I don’t connect with male protagonists the way I do with female, so I can’t really come up with an absolute favorite. And this reminds me of a conversation I’ve been having with my pastor’s wife, who is a huge reader, raising a family of readers. I said that I think that girls will read boy books, but boys won’t read girl books. I was a huge fan of classic boy books like Treasure Island and Captains Courageous when I was younger, but I can’t imagine a boy my age losing himself in Anne of Green Gables or Little House on the Prairie.

What do you think?

20 thoughts on “Hero (Booking Through Thursday)”

  1. I totally agree, and without getting on my soapbox, I think it’s because in our society, anything inherently ‘male’ is perceived as ‘better,’ both by men and by women. Girls will brag about having played with ‘boy’ toys as kids, but boys will never brag about having played with dolls. Women pride themselves on being tough (like men), but men rarely boast about how sensitive (like women) they are. Women are commended for taking on ‘men’s’ jobs (lawyer, doctor, soldier) but men are still picked on for doing ‘women’s’ work (nursing, childcare, stay-at-home parenting). My sense is that it’ll be another several hundred years of slow, steady change before this approaches parity.

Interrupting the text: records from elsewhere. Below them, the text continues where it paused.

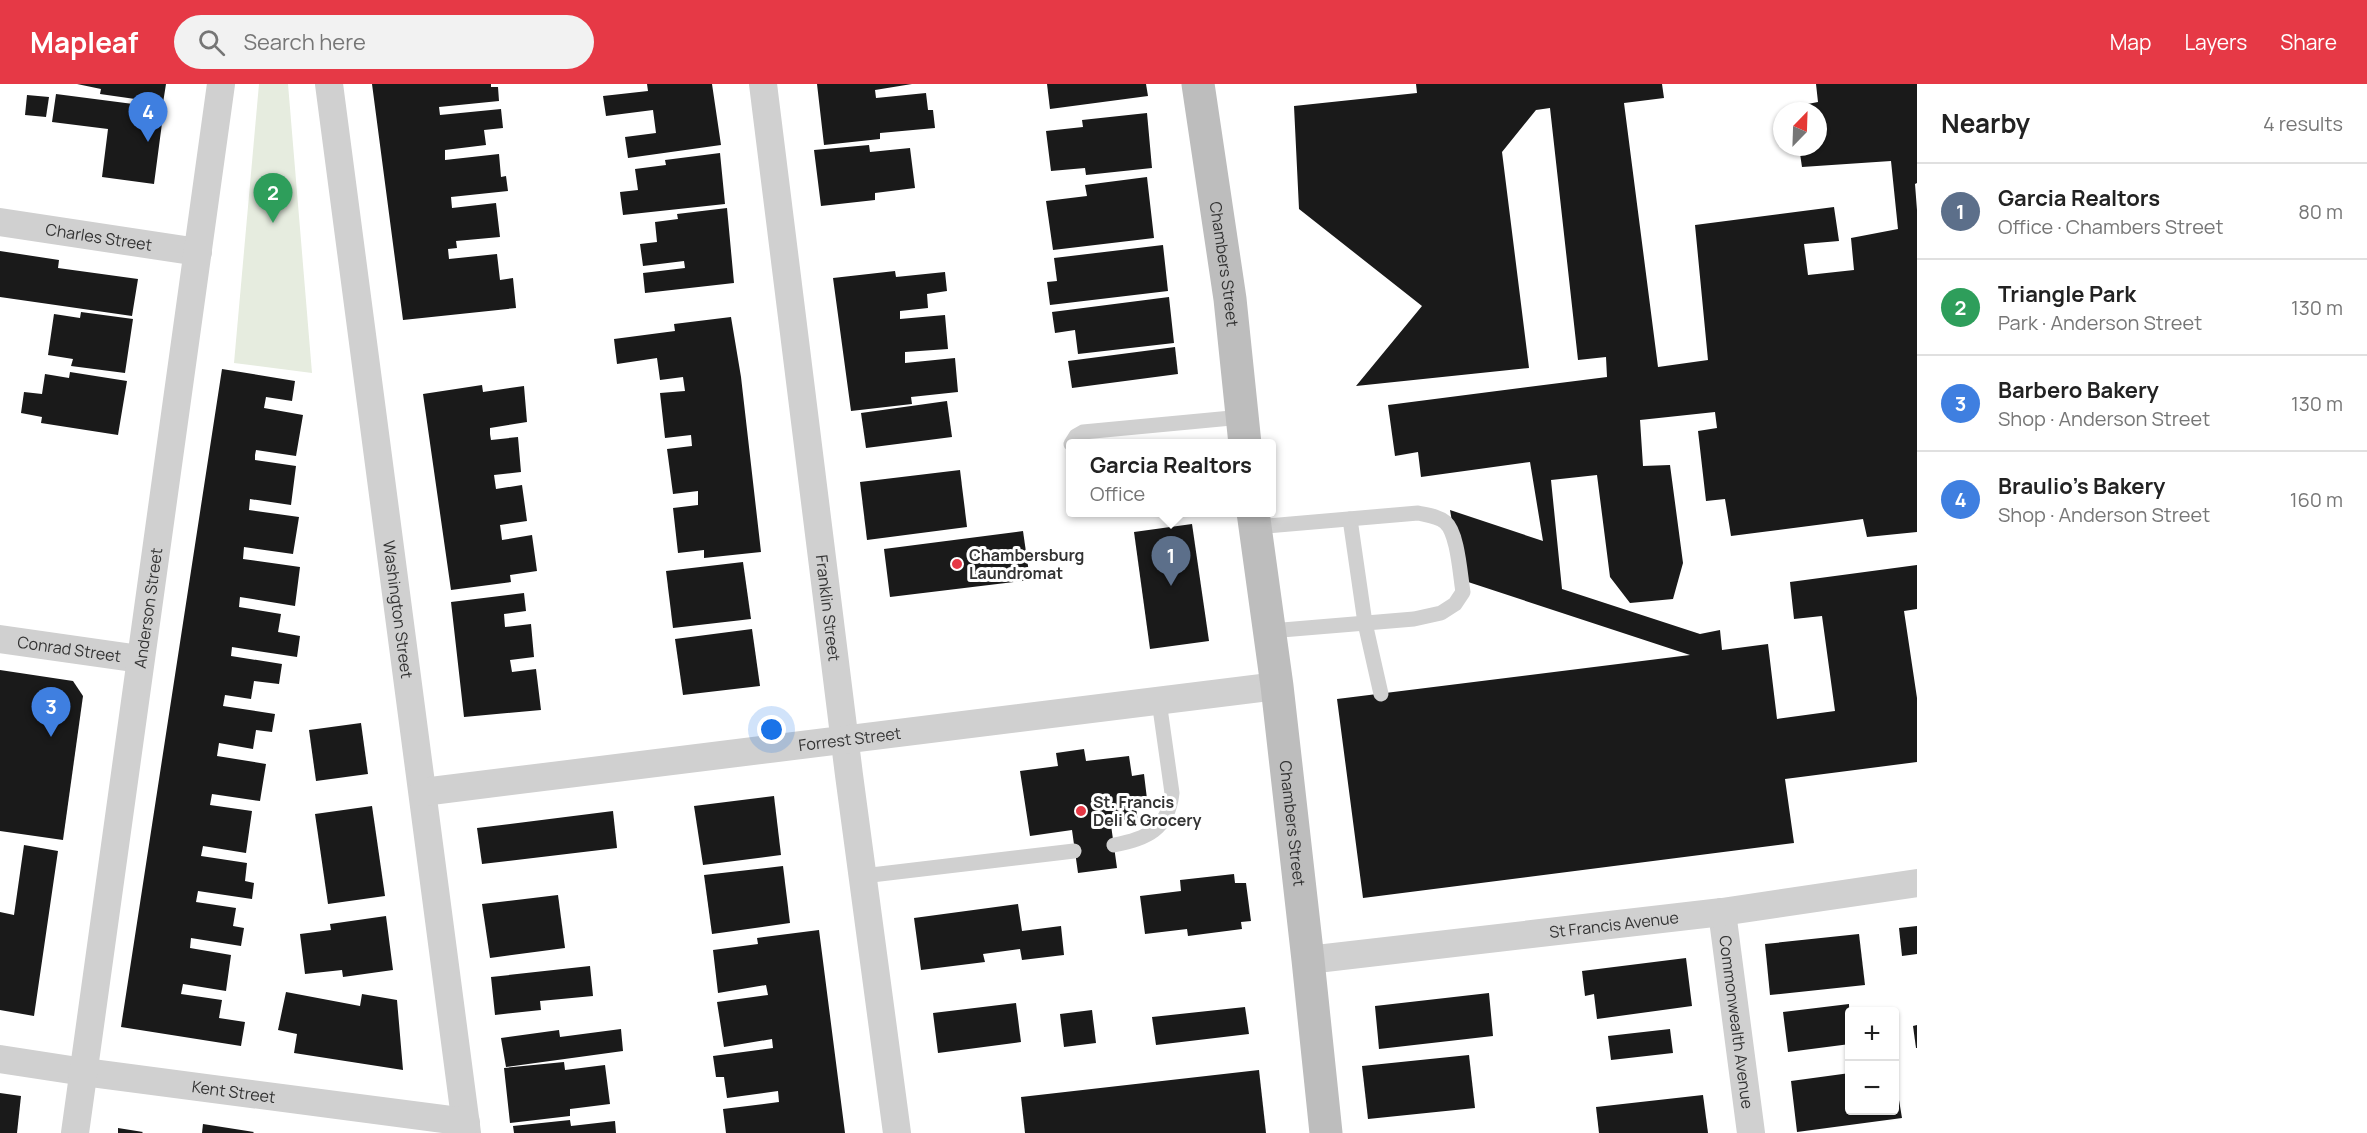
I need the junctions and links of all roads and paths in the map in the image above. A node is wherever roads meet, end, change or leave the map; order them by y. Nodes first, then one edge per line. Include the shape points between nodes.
1 (221, 84) edge
2 (329, 84) edge
3 (763, 84) edge
4 (1198, 84) edge
5 (0, 222) edge
6 (198, 252) junction
7 (1244, 430) edge
8 (1074, 439) edge
9 (1350, 519) junction
10 (1254, 520) edge
11 (1365, 623) junction
12 (1269, 631) junction
13 (0, 639) edge
14 (140, 659) junction
15 (1276, 686) junction
16 (1381, 694) dead end
17 (1159, 701) junction
18 (845, 741) junction
19 (423, 792) junction
20 (1114, 845) dead end
21 (1074, 851) dead end
22 (863, 876) junction
23 (1917, 884) edge
24 (1722, 912) junction
25 (1308, 960) junction
26 (0, 1059) edge
27 (84, 1072) junction
28 (466, 1128) edge
29 (75, 1133) edge
30 (897, 1133) edge
31 (1326, 1133) edge
32 (1751, 1133) edge

1 - 6 street, Anderson Street
2 - 19 street, Washington Street
3 - 18 street, Franklin Street
4 - 7 street, Chambers Street via 1230,299
5 - 6 street, Charles Street
6 - 14 street, Anderson Street
7 - 8 lane via 1083,432
9 - 10 lane
9 - 11 lane
9 - 11 lane via 1418,513 1444,521 1452,530 1463,592 1455,604 1441,613
10 - 12 street, Chambers Street
11 - 12 lane
11 - 16 lane
12 - 15 street, Chambers Street
13 - 14 street, Conrad Street
14 - 27 street, Anderson Street
15 - 17 street, Forrest Street
15 - 25 street, Chambers Street
17 - 18 street, Forrest Street
17 - 20 lane via 1171,805 1156,829 1141,840
18 - 19 street, Forrest Street
18 - 22 street, Franklin Street
19 - 28 street, Washington Street
21 - 22 lane
22 - 30 street, Franklin Street
23 - 24 street, St Francis Avenue
24 - 25 street, St Francis Avenue
24 - 32 street, Commonwealth Avenue
25 - 31 street, Chambers Street
26 - 27 street, Kent Street
27 - 28 street, Kent Street
27 - 29 street, Anderson Street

  2. I didn’t read boy books when I was younger-Treasure Island, Swiss Family Robinson, the Hardy Boys…I just never got around to them. Too busy in all of my girl books!!

    I connect to male characters in that I have huge crushes on some of them and wish they would come to life so I could marry them. lol So it’s a different connection from female characters (I’ve never wanted to be a man), but I could still reel off quite a few favourites!

  3. I feel the same way. I am much more connected to female characters and always have been. As a teacher, it’s hard to get boys to read books with girl characters. Junie B. Jones seems to be the exception.

  4. I think the crossover readers – boys reading girl books, girls reading boy books – are probably all in the minority. And I think the difference is mostly influence of their parents – whether their parents read, what their parents read, and whether their parents encourage or regulate what they read.

    In my day I think Nancy Drew was a good crossover series, and I think Harry Potter was pretty good at crossing over, too.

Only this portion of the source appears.